DMVPN added DPD restart and still does not work

I tested DMVPN according to the document and it worked normally for the first time. But after the HUB restarts, the DMVPN network cannot continue to be used normally. I need to restart SPOKE to restore them normally. Checking the information shows that it can be solved after adding the DPD of IKE, but the problem still exists after I tested it.

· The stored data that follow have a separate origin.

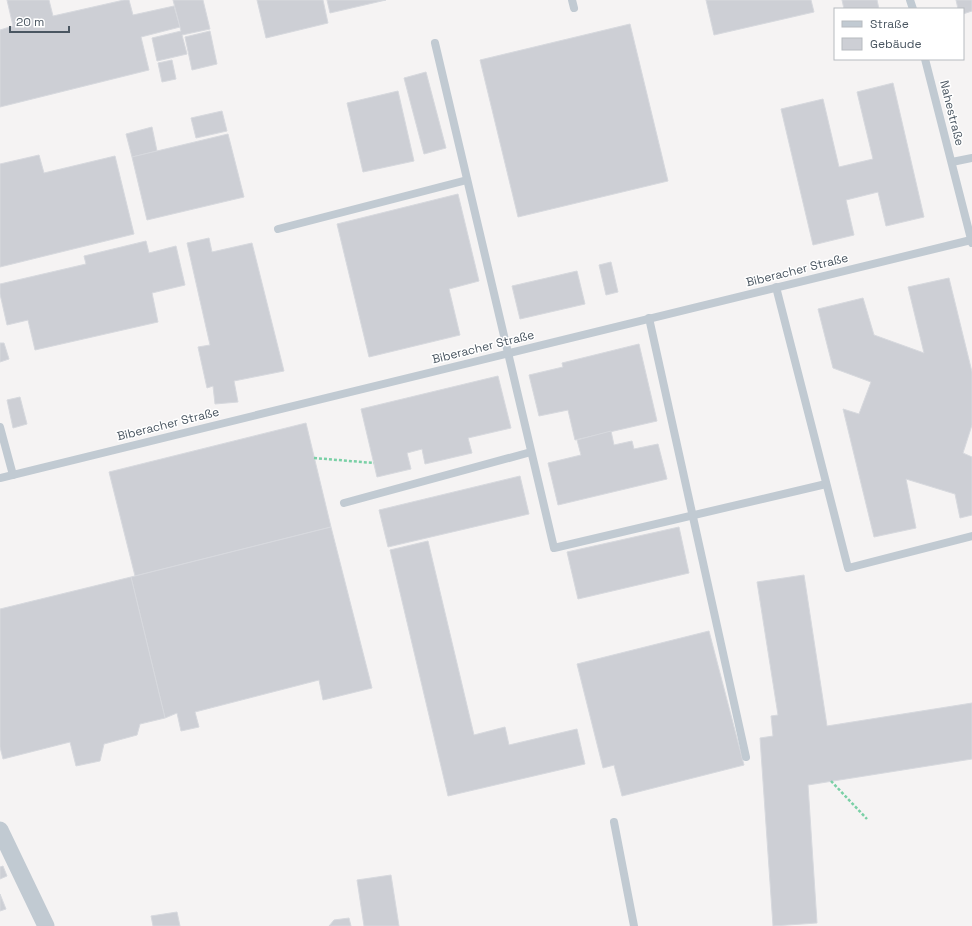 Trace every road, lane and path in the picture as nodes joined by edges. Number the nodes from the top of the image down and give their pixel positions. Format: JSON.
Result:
{"nodes":[{"id":1,"x":435,"y":43,"type":"dead end"},
{"id":2,"x":925,"y":60,"type":"edge"},
{"id":3,"x":972,"y":158,"type":"edge"},
{"id":4,"x":952,"y":162,"type":"junction"},
{"id":5,"x":467,"y":180,"type":"junction"},
{"id":6,"x":278,"y":229,"type":"dead end"},
{"id":7,"x":971,"y":241,"type":"edge"},
{"id":8,"x":776,"y":287,"type":"junction"},
{"id":9,"x":648,"y":318,"type":"junction"},
{"id":10,"x":507,"y":353,"type":"junction"},
{"id":11,"x":0,"y":427,"type":"edge"},
{"id":12,"x":531,"y":452,"type":"junction"},
{"id":13,"x":314,"y":458,"type":"dead end"},
{"id":14,"x":374,"y":463,"type":"dead end"},
{"id":15,"x":13,"y":475,"type":"junction"},
{"id":16,"x":0,"y":478,"type":"edge"},
{"id":17,"x":826,"y":484,"type":"junction"},
{"id":18,"x":344,"y":504,"type":"dead end"},
{"id":19,"x":693,"y":514,"type":"junction"},
{"id":20,"x":972,"y":536,"type":"edge"},
{"id":21,"x":746,"y":757,"type":"dead end"},
{"id":22,"x":831,"y":781,"type":"dead end"},
{"id":23,"x":867,"y":819,"type":"dead end"},
{"id":24,"x":614,"y":822,"type":"dead end"},
{"id":25,"x":0,"y":830,"type":"edge"},
{"id":26,"x":46,"y":926,"type":"edge"},
{"id":27,"x":634,"y":926,"type":"edge"}],
"edges":[{"from":1,"to":5,"type":"lane"},
{"from":2,"to":4,"type":"lane","name":"Nahestraße"},
{"from":3,"to":4,"type":"lane"},
{"from":4,"to":7,"type":"lane","name":"Nahestraße"},
{"from":5,"to":6,"type":"lane"},
{"from":5,"to":10,"type":"lane"},
{"from":7,"to":8,"type":"lane","name":"Biberacher Straße"},
{"from":8,"to":9,"type":"lane","name":"Biberacher Straße"},
{"from":8,"to":17,"type":"lane"},
{"from":9,"to":10,"type":"lane","name":"Biberacher Straße"},
{"from":9,"to":19,"type":"lane"},
{"from":10,"to":12,"type":"lane"},
{"from":10,"to":15,"type":"lane","name":"Biberacher Straße"},
{"from":11,"to":15,"type":"lane"},
{"from":12,"to":18,"type":"lane"},
{"from":12,"to":19,"type":"lane"},
{"from":13,"to":14,"type":"path","bridge":true},
{"from":15,"to":16,"type":"lane","name":"Biberacher Straße"},
{"from":17,"to":19,"type":"lane"},
{"from":17,"to":20,"type":"lane"},
{"from":19,"to":21,"type":"lane"},
{"from":22,"to":23,"type":"path"},
{"from":24,"to":27,"type":"lane"},
{"from":25,"to":26,"type":"street"}]}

I tested it in EVE-NG, and the vyos version is as follows:

vyos@vyos# run show version

Version:          VyOS 1.3-rolling-202009030118
Release Train:    equuleus

Built by:         autobuild@vyos.net
Built on:         Thu 03 Sep 2020 01:18 UTC
Build UUID:       83c8515b-213b-4ac6-9b9a-2a0f24bbbda7
Build Commit ID:  221fd153830307

Architecture:     x86_64
Boot via:         installed image
System type:      KVM guest

Hardware vendor:  QEMU
Hardware model:   Standard PC (i440FX + PIIX, 1996)
Hardware S/N:     Unknown
Hardware UUID:    Unknown

Copyright:        VyOS maintainers and contributors

The DPD add command is as follows:

set vpn ipsec ike-group IKE-SPOKE dead-peer-detection action restart
set vpn ipsec ike-group IKE-SPOKE dead-peer-detection interval 3
set vpn ipsec ike-group IKE-SPOKE dead-peer-detection timeout 3

Hello @toadzhou, DPD works for DMVPN in our lab. Can you describe reproducing steps?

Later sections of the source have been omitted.